**EXERCISE**.
From the records below, set down exactly the lines starting with the line that contains "wrist: (53, 182)" and going on through the line that contains "pinky tip: (95, 136)". Nothing else is wanted.
=== Begin Enclosure ===
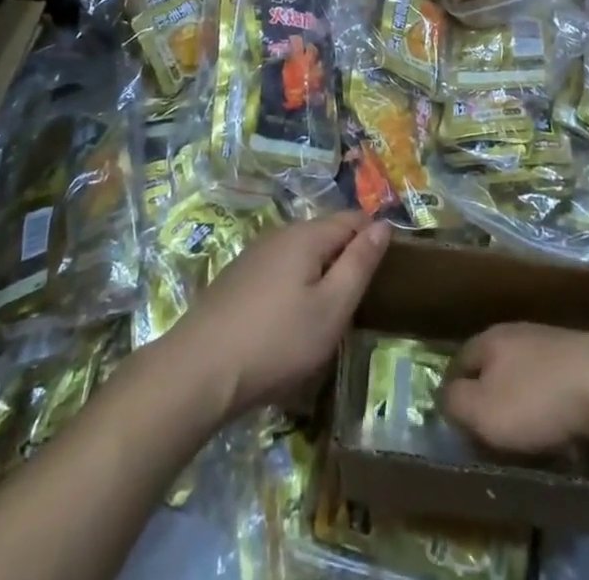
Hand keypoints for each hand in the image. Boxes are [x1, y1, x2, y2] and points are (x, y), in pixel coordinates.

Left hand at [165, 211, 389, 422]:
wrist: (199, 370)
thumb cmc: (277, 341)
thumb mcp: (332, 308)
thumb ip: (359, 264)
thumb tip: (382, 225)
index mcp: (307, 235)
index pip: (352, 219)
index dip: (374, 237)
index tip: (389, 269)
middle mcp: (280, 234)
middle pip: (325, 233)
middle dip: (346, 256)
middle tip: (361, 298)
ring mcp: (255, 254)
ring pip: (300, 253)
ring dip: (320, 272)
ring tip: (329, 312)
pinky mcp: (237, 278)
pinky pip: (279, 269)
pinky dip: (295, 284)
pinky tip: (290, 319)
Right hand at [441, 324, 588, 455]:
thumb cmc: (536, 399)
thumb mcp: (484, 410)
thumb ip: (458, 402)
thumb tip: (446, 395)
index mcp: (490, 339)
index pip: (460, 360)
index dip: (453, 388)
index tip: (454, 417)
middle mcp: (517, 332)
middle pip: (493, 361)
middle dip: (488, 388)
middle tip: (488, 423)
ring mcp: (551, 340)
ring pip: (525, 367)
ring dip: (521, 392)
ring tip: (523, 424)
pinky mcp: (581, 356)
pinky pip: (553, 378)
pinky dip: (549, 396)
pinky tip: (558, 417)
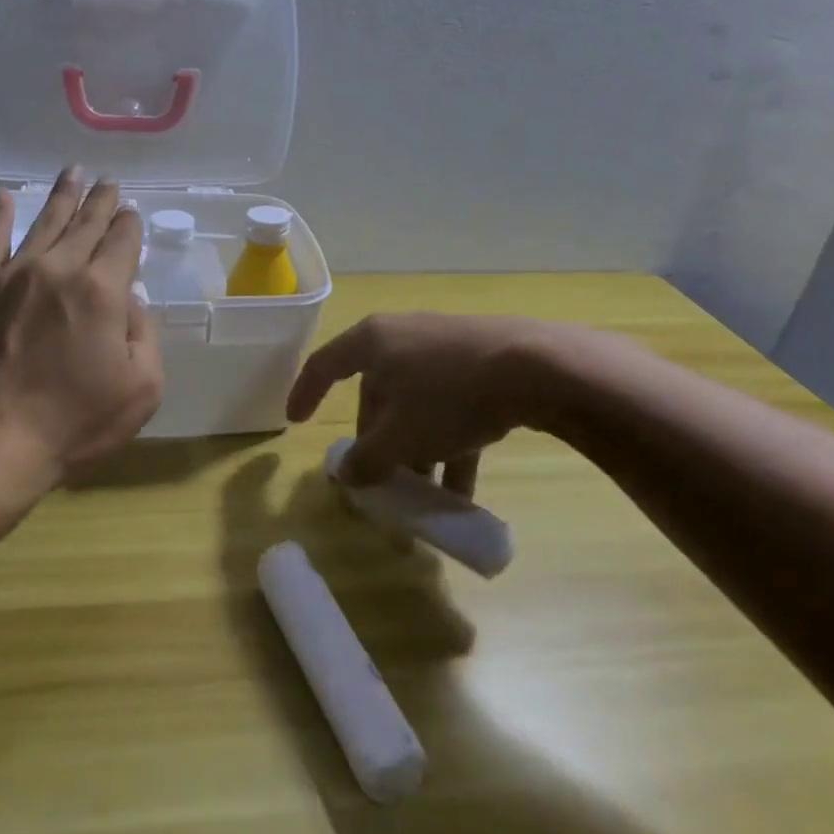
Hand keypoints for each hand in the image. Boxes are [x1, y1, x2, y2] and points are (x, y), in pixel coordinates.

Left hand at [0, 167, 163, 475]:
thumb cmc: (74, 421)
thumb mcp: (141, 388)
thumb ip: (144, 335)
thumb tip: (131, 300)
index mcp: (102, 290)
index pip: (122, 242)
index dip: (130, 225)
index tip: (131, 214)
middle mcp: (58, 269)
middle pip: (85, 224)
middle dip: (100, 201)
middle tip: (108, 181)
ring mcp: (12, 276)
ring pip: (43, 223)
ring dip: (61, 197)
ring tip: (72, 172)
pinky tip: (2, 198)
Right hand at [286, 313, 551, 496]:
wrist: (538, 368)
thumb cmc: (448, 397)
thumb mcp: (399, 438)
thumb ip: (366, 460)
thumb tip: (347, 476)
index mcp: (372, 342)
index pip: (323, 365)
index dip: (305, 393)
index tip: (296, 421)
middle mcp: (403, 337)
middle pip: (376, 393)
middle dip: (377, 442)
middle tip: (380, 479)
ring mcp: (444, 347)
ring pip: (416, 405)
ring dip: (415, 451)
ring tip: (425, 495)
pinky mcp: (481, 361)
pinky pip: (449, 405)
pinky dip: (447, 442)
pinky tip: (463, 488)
=== End Enclosure ===
=== Begin Enclosure ===
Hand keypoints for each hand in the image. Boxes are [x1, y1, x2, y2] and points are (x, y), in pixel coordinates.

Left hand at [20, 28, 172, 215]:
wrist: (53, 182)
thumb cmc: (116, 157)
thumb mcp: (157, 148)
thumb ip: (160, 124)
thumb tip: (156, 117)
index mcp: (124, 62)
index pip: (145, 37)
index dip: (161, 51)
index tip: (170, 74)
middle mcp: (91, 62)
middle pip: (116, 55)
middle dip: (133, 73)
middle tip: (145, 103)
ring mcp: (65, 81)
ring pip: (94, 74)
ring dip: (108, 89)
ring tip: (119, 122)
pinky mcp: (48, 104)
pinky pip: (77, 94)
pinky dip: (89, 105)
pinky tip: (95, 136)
=== End Enclosure ===
**EXERCISE RESPONSE**.
wrist: (53, 182)
thumb cmc: (116, 157)
thumb mcp: (157, 148)
thumb ip: (160, 124)
thumb tip: (156, 117)
index mcp: (124, 62)
index pip: (145, 37)
index dip: (161, 51)
index tip: (170, 74)
middle mcp: (91, 62)
middle pip: (116, 55)
middle dip: (133, 73)
middle tip: (145, 103)
ring mcp: (65, 81)
ring pip: (94, 74)
ring dip: (108, 89)
ring tip: (119, 122)
pinky mcp: (48, 104)
pinky pip: (77, 94)
pinky dip: (89, 105)
pinky tip: (95, 136)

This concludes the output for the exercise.